Any feedback to these problems are greatly appreciated. Also this being my first time posting if there is any feedback on how to format better or anything of that nature I would also appreciate that.


11:10 pm December 13, 2018

Why is Scrum being considered in this situation? Who wants to use it, and why? What are their expectations?


02:21 pm December 16, 2018

All organizations wanted to utilize Scrum due to all the shortcomings of the legacy system. Some of the key shortcomings of the existing system:

  • They used waterfall which caused the project to go over budget and under deliver
    • Any capability that was delivered didn't necessarily add value (No interaction with end users)
  • The system as a whole consists of band-aid fixes

The expectations in short is to focus on continuous delivery and getting rapid feedback from the actual end users.
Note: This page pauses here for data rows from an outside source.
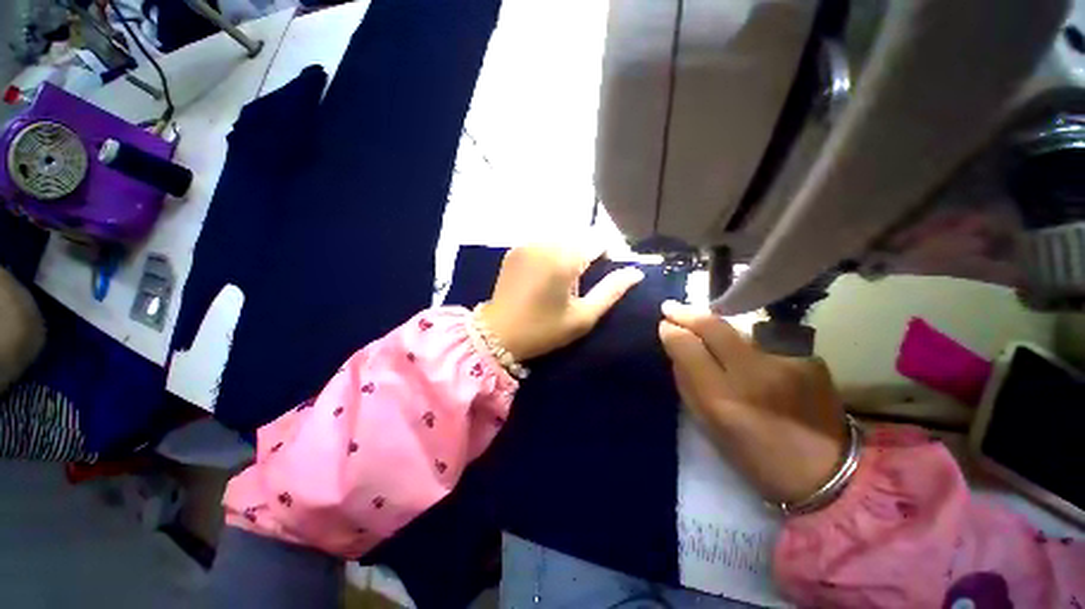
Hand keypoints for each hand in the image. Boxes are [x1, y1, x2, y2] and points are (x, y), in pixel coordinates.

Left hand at [479, 246, 644, 360]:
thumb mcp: (583, 317)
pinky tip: (544, 275)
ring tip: (561, 280)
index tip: (599, 277)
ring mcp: (527, 244)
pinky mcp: (515, 250)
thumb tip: (635, 273)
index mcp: (564, 259)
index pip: (597, 241)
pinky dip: (550, 252)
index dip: (604, 256)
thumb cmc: (543, 330)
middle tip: (579, 282)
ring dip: (567, 253)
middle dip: (585, 254)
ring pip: (560, 238)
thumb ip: (611, 291)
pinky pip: (542, 242)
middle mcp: (545, 243)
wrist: (497, 334)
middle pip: (578, 237)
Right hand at [659, 301, 847, 504]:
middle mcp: (754, 373)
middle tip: (671, 307)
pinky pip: (763, 339)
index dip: (672, 330)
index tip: (664, 323)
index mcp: (722, 399)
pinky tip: (746, 350)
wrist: (826, 472)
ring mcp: (786, 361)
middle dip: (687, 313)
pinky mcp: (809, 357)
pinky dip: (747, 341)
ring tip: (704, 327)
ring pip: (738, 329)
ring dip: (716, 326)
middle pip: (713, 326)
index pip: (687, 346)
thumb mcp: (707, 424)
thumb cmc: (754, 454)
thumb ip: (686, 381)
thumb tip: (675, 345)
10:54 am December 17, 2018

"Communication is the key."

Participation from involved parties is highly recommended in Scrum. Without communicating to each other , it would be impossible to deliver quality product. As a scrum master, you need to make sure that everyone (scrum team/Stakeholders/customer) is aware of importance of Scrum and how does it help them to do better job in their field. Once they know the importance, they might start contributing.

All the best !!!!


12:34 pm December 17, 2018

The problem with this is two of the Organizations want to make the transition. Refering back to my original post Organization 2 is very against the idea and is doing everything possible not to adopt the new culture. 

  • How have people effectively transitioned when there are opposing parties?

Scrum is being considered due to the shortcomings of the legacy system. The expectations are to delivery a working product frequently to the end users so that we don't replicate legacy.

  • A traditional waterfall approach was used during the legacy system.
    • Over budget, lots of useless capabilities that don't add value, and the legacy system as a whole consists of band-aid fixes now.
  • Continuous delivery wasn't utilized therefore it neglected a lot of user feedback.

01:06 am December 18, 2018

All organizations wanted to utilize Scrum due to all the shortcomings of the legacy system.

Isn’t that incentive enough to overcome the “waterfall mentality” you refer to?

If not, who can provide the sponsorship needed for deep organizational change, including structural change, and establish a sense of urgency for it? Are the chief executives of each organization keen to adopt Scrum, and to overcome the various problems you describe?